Court Opinion

ID: 1856194
Source: CourtListenerOpinion
Date Created: 2013-10-30 07:38:08.938163+00
Date Added: 2024-06-11T12:24:13.260121
License: Public Domain

736 So.2d 735 (1999)
Frederick L. WATERFIELD, Jr., Appellant,
v.
STATE of Florida, Appellee.
No. 99-00314.
District Court of Appeal of Florida, Second District.
June 16, 1999.
Rehearing Denied July 7, 1999.
*736 PER CURIAM.
Frederick Waterfield appeals the summary denial of his motion for postconviction relief filed pursuant to Florida Rule of Criminal Procedure 3.850. In his motion Waterfield alleges newly discovered evidence.

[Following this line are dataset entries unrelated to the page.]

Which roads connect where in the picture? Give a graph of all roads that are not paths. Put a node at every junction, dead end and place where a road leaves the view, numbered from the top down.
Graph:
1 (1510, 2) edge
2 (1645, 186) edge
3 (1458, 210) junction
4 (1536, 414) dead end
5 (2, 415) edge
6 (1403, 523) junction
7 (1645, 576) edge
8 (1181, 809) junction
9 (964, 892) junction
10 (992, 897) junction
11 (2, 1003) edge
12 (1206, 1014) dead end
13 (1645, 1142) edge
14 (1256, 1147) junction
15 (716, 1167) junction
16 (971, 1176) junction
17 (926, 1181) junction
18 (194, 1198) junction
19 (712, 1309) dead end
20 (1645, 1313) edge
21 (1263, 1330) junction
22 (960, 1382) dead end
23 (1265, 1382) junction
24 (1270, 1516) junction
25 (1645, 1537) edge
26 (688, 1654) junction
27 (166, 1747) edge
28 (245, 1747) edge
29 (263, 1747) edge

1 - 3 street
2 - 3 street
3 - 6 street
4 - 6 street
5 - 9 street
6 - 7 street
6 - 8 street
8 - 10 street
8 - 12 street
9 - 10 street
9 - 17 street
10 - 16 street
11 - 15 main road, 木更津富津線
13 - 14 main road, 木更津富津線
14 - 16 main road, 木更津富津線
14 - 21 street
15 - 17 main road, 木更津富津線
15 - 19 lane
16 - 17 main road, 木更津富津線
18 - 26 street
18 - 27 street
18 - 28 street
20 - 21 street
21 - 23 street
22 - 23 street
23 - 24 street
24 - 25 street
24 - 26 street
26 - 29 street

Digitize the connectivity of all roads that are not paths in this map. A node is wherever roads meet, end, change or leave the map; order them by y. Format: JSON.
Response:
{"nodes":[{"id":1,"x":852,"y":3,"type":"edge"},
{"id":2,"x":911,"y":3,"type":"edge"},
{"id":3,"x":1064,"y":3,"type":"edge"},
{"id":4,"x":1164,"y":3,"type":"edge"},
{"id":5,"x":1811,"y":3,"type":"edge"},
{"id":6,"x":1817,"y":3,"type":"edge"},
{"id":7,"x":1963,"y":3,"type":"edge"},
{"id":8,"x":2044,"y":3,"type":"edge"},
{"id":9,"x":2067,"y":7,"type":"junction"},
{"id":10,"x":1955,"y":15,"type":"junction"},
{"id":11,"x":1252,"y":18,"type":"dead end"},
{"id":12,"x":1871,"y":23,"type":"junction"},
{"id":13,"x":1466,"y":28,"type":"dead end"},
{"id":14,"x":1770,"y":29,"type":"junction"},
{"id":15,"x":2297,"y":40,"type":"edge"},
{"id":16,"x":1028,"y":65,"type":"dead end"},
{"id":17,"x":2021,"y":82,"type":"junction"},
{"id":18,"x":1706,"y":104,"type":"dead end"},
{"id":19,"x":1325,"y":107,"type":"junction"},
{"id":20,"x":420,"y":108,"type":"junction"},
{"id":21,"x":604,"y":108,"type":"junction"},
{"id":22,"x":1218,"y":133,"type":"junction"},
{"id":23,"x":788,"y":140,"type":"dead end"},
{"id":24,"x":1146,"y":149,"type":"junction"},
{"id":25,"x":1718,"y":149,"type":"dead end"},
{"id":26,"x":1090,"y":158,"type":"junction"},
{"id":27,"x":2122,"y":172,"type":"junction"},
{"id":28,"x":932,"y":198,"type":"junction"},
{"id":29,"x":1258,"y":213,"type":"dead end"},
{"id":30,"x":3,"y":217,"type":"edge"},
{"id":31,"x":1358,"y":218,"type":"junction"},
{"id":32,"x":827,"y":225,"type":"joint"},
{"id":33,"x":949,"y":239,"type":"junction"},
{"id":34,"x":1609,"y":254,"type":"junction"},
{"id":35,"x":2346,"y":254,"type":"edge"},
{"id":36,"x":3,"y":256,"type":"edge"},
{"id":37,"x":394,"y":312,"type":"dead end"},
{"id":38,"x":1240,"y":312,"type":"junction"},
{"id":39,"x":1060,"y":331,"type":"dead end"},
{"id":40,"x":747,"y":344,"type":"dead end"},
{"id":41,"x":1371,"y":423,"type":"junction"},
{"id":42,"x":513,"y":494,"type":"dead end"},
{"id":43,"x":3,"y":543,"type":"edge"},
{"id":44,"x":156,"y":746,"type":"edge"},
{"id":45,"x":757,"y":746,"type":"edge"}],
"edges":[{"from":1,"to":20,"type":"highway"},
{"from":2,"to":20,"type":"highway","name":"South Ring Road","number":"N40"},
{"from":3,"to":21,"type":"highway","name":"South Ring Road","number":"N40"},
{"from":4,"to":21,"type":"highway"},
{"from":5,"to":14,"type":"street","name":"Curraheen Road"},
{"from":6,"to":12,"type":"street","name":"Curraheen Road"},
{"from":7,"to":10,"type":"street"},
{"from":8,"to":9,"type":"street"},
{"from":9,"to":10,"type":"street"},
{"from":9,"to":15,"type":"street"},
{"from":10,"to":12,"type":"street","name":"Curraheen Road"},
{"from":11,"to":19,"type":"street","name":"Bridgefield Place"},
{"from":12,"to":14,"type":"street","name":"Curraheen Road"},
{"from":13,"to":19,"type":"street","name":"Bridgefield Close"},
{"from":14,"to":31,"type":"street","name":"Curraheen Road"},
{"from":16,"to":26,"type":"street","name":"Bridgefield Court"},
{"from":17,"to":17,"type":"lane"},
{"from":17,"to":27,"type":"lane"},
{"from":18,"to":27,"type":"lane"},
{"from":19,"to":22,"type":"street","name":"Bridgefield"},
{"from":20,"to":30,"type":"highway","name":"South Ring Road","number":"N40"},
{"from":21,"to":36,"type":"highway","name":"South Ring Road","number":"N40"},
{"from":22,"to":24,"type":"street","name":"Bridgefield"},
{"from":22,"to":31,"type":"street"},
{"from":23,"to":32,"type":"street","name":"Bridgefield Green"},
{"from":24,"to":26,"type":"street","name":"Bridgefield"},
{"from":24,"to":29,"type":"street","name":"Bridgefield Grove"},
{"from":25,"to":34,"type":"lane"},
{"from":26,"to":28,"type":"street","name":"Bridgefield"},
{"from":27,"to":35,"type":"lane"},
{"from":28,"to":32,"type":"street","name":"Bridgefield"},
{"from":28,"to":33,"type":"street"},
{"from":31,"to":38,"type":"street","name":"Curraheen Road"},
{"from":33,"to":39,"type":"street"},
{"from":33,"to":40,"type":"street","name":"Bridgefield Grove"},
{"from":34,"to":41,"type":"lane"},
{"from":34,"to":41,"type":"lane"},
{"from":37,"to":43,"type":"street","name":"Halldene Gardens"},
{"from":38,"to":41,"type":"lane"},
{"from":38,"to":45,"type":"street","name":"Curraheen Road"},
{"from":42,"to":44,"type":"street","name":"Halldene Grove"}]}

The trial court denied the motion, finding that it was untimely in that the allegedly newly discovered evidence had been known to Waterfield since 1984 and successive in that Waterfield had raised essentially the same claim in a prior rule 3.850 motion. To support these conclusions the trial court attached a copy of its order denying Waterfield's first motion but did not include the motion itself or the record attachments referenced by the first order. Without the attachment of the prior motion or the record attachments, we cannot adequately review the basis for the trial court's order denying the motion. See Bell v. State, 585 So.2d 496 (Fla. 2d DCA 1991). Therefore, we reverse and remand. On remand the trial court may again deny Waterfield's motion as untimely or successive, provided that record attachments conclusively demonstrate that the motion is untimely or successive.
Reversed and remanded.
BLUE, A.C.J., and FULMER and GREEN, JJ., Concur.